===== SUPPLIED MATERIAL

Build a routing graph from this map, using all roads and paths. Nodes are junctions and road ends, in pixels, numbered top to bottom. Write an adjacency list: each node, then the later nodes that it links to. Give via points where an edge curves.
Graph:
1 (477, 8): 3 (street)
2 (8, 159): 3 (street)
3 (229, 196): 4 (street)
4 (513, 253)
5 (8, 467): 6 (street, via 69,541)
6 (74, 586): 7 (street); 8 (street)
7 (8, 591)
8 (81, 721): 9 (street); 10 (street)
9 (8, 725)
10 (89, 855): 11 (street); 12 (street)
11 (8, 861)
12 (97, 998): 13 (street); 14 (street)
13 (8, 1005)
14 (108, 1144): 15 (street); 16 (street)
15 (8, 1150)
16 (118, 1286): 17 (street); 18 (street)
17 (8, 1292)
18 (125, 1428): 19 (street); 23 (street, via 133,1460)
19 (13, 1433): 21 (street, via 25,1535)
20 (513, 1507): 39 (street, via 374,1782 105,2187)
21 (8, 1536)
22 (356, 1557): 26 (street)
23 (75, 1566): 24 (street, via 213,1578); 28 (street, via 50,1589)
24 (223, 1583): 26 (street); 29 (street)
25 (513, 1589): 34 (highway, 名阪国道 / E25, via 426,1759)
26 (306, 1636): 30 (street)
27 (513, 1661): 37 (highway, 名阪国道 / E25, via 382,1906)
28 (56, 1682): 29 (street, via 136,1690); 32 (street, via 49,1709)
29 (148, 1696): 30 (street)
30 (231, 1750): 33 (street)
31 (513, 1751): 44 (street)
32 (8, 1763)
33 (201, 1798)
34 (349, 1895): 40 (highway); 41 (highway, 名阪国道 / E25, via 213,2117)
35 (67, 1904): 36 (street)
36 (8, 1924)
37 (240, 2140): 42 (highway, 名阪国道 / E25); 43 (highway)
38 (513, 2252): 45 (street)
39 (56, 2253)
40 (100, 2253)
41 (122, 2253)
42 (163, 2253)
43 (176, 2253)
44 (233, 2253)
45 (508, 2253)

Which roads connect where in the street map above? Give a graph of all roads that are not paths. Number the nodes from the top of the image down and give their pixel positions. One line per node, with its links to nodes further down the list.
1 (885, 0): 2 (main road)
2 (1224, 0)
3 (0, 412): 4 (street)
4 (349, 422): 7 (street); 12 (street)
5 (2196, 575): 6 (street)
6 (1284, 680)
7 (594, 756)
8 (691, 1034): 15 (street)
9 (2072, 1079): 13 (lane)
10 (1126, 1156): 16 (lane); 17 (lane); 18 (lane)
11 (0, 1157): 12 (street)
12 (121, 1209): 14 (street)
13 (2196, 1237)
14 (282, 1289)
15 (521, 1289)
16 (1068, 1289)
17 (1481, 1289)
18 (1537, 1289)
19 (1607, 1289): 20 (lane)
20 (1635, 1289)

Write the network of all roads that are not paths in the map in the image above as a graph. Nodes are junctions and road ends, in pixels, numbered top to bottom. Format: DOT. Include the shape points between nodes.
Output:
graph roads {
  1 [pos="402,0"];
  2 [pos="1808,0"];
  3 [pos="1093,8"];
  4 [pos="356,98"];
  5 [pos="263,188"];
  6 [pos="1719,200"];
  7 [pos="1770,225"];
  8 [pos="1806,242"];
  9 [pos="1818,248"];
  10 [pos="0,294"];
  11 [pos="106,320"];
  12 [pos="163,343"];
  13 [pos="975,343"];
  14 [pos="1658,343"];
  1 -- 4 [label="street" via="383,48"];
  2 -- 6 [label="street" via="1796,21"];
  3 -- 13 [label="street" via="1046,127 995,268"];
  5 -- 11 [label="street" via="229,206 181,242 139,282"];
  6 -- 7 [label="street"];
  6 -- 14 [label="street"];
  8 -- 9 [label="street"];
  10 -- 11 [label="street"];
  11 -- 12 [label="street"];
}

==========

Exact copies of all the entries above should be returned.

◆ TASK ANSWER ◆
Build a routing graph from this map, using all roads and paths. Nodes are junctions and road ends, in pixels, numbered top to bottom. Write an adjacency list: each node, then the later nodes that it links to. Give via points where an edge curves.
Graph:
1 (477, 8): 3 (street)
2 (8, 159): 3 (street)
3 (229, 196): 4 (street)
4 (513, 253)
5 (8, 467): 6 (street, via 69,541)
6 (74, 586): 7 (street); 8 (street)
7 (8, 591)
8 (81, 721): 9 (street); 10 (street)
9 (8, 725)
10 (89, 855): 11 (street); 12 (street)
11 (8, 861)
12 (97, 998): 13 (street); 14 (street)
13 (8, 1005)
14 (108, 1144): 15 (street); 16 (street)
15 (8, 1150)
16 (118, 1286): 17 (street); 18 (street)
17 (8, 1292)
18 (125, 1428): 19 (street); 23 (street, via 133,1460)
19 (13, 1433): 21 (street, via 25,1535)
20 (513, 1507): 39 (street, via 374,1782 105,2187)
21 (8, 1536)
22 (356, 1557): 26 (street)
23 (75, 1566): 24 (street, via 213,1578); 28 (street, via 50,1589)
24 (223, 1583): 26 (street); 29 (street)
25 (513, 1589): 34 (highway, 名阪国道 / E25, via 426,1759)
26 (306, 1636): 30 (street)
27 (513, 1661): 37 (highway, 名阪国道 / E25, via 382,1906)
28 (56, 1682): 29 (street, via 136,1690); 32 (street, via 49,1709)
29 (148, 1696): 30 (street)
30 (231, 1750): 33 (street)
31 (513, 1751): 44 (street)
32 (8, 1763)
33 (201, 1798)
34 (349, 1895): 40 (highway); 41 (highway, 名阪国道 / E25, via 213,2117)
35 (67, 1904): 36 (street)
36 (8, 1924)
37 (240, 2140): 42 (highway, 名阪国道 / E25); 43 (highway)
38 (513, 2252): 45 (street)
39 (56, 2253)
40 (100, 2253)
41 (122, 2253)
42 (163, 2253)
43 (176, 2253)
44 (233, 2253)
45 (508, 2253)

Which roads connect where in the street map above? Give a graph of all roads that are not paths. Number the nodes from the top of the image down and give their pixel positions. One line per node, with its links to nodes further down the list.
1 (885, 0): 2 (main road)
2 (1224, 0)
3 (0, 412): 4 (street)
4 (349, 422): 7 (street); 12 (street)
5 (2196, 575): 6 (street)
6 (1284, 680)
7 (594, 756)
8 (691, 1034): 15 (street)
9 (2072, 1079): 13 (lane)
10 (1126, 1156): 16 (lane); 17 (lane); 18 (lane)
11 (0, 1157): 12 (street)
12 (121, 1209): 14 (street)
13 (2196, 1237)
14 (282, 1289)
15 (521, 1289)
16 (1068, 1289)
17 (1481, 1289)
18 (1537, 1289)
19 (1607, 1289): 20 (lane)
20 (1635, 1289)

Write the network of all roads that are not paths in the map in the image above as a graph. Nodes are junctions and road ends, in pixels, numbered top to bottom. Format: DOT. Include the shape points between nodes.
Output:
graph roads {
  1 [pos="402,0"];
  2 [pos="1808,0"];
  3 [pos="1093,8"];
  4 [pos="356,98"];
  5 [pos="263,188"];
  6 [pos="1719,200"];
  7 [pos="1770,225"];
  8 [pos="1806,242"];
  9 [pos="1818,248"];
  10 [pos="0,294"];
  11 [pos="106,320"];
  12 [pos="163,343"];
  13 [pos="975,343"];
  14 [pos="1658,343"];
  1 -- 4 [label="street" via="383,48"];
  2 -- 6 [label="street" via="1796,21"];
  3 -- 13 [label="street" via="1046,127 995,268"];
  5 -- 11 [label="street" via="229,206 181,242 139,282"];
  6 -- 7 [label="street"];
  6 -- 14 [label="street"];
  8 -- 9 [label="street"];
  10 -- 11 [label="street"];
  11 -- 12 [label="street"];
}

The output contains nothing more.